▸ Task directions
Word for word, restate every record, though not the pictures.

▸ Collection entries
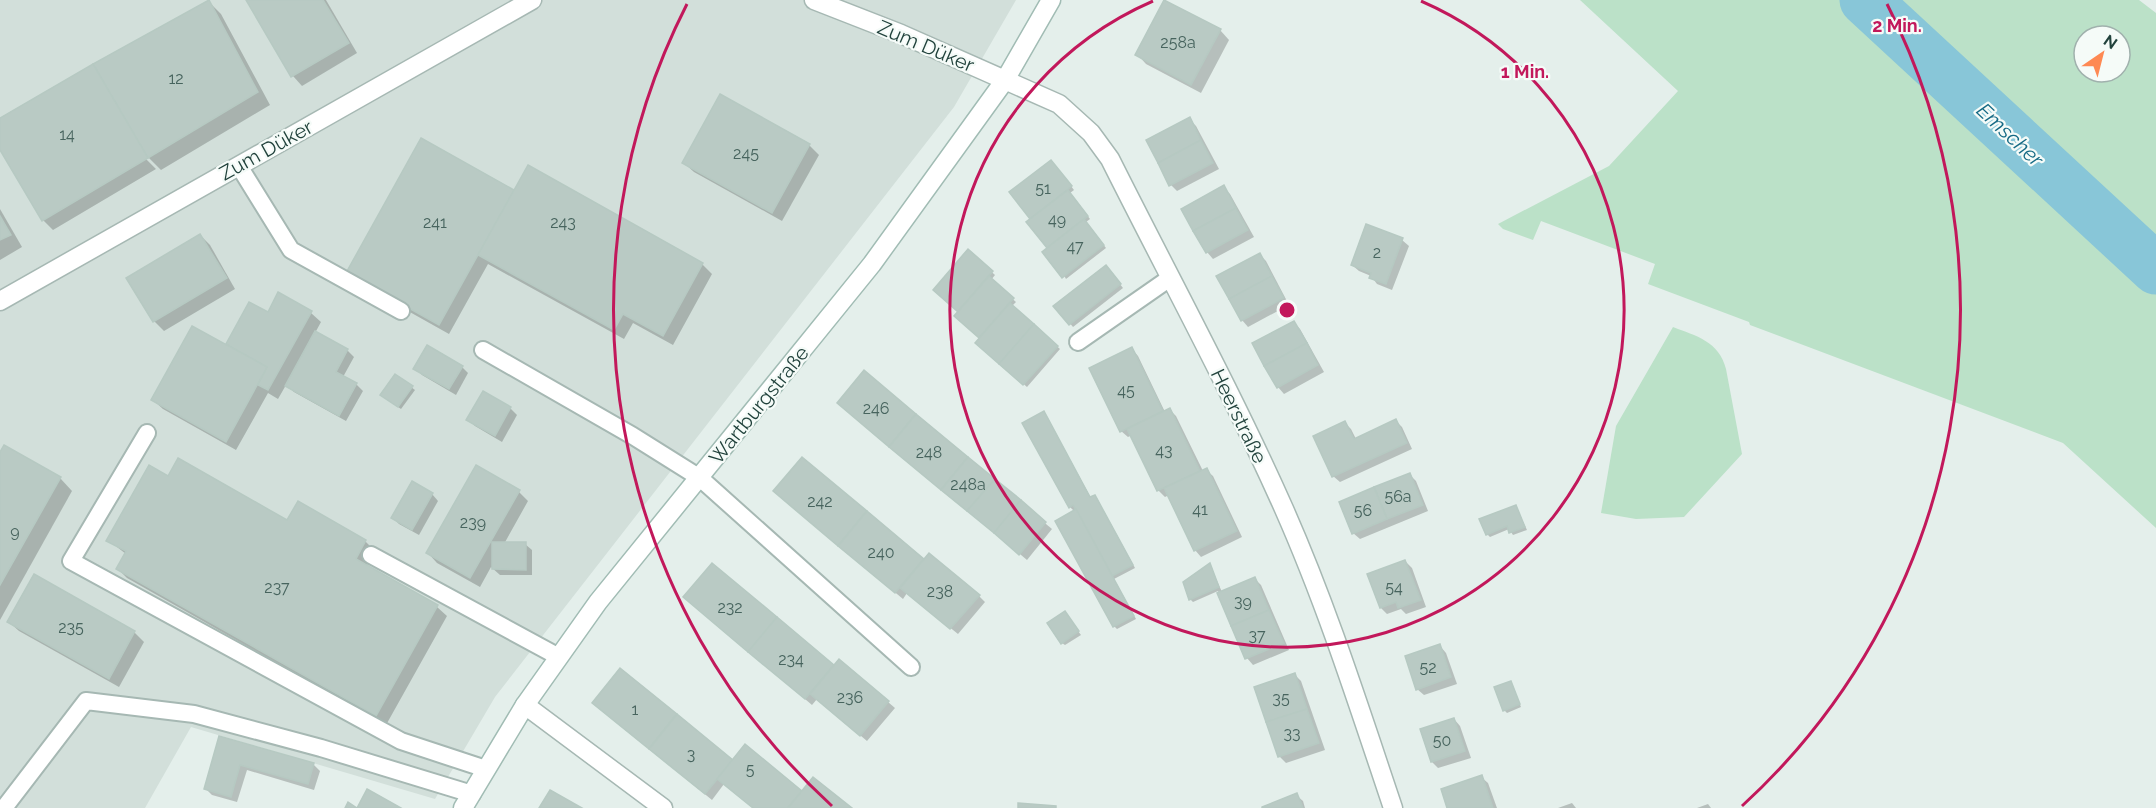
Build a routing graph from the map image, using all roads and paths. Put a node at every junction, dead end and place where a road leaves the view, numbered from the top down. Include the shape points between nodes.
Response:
1 (532, 0) edge
2 (814, 0) edge
3 (1051, 0) edge
4 (1005, 80) junction
5 (239, 165) junction
6 (1170, 278) junction
7 (0, 301) edge
8 (401, 312) dead end
9 (1078, 342) dead end
10 (483, 350) dead end
11 (147, 433) dead end
12 (700, 478) junction
13 (371, 555) dead end
14 (560, 657) junction
15 (911, 667) dead end
16 (525, 705) junction
17 (486, 769) junction
18 (467, 801) edge
19 (4, 808) edge
20 (663, 808) edge
21 (1393, 808) edge

1 - 5 street, Zum Düker
2 - 4 street, Zum Düker
3 - 4 street, Wartburgstraße
4 - 6 street, Heerstraße via 1059,104 1091,133 1110,159
4 - 12 street, Wartburgstraße via 873,264
5 - 7 street, Zum Düker
5 - 8 lane via 291,250
6 - 9 lane
6 - 21 street, Heerstraße via 1285,511 1342,657
10 - 12 lane
11 - 17 lane via 71,561 402,741
12 - 14 street, Wartburgstraße via 598,602
12 - 15 lane
13 - 14 lane
14 - 16 street, Wartburgstraße
16 - 17 street, Wartburgstraße
16 - 20 street
17 - 18 street, Wartburgstraße
18 - 19 lane via 321,748 194,714 86,701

▸ Task response
Build a routing graph from the map image, using all roads and paths. Put a node at every junction, dead end and place where a road leaves the view, numbered from the top down. Include the shape points between nodes.
Response:
1 (532, 0) edge
2 (814, 0) edge
3 (1051, 0) edge
4 (1005, 80) junction
5 (239, 165) junction
6 (1170, 278) junction
7 (0, 301) edge
8 (401, 312) dead end
9 (1078, 342) dead end
10 (483, 350) dead end
11 (147, 433) dead end
12 (700, 478) junction
13 (371, 555) dead end
14 (560, 657) junction
15 (911, 667) dead end
16 (525, 705) junction
17 (486, 769) junction
18 (467, 801) edge
19 (4, 808) edge
20 (663, 808) edge
21 (1393, 808) edge

1 - 5 street, Zum Düker
2 - 4 street, Zum Düker
3 - 4 street, Wartburgstraße
4 - 6 street, Heerstraße via 1059,104 1091,133 1110,159
4 - 12 street, Wartburgstraße via 873,264
5 - 7 street, Zum Düker
5 - 8 lane via 291,250
6 - 9 lane
6 - 21 street, Heerstraße via 1285,511 1342,657
10 - 12 lane
11 - 17 lane via 71,561 402,741
12 - 14 street, Wartburgstraße via 598,602
12 - 15 lane
13 - 14 lane
14 - 16 street, Wartburgstraße
16 - 17 street, Wartburgstraße
16 - 20 street
17 - 18 street, Wartburgstraße
18 - 19 lane via 321,748 194,714 86,701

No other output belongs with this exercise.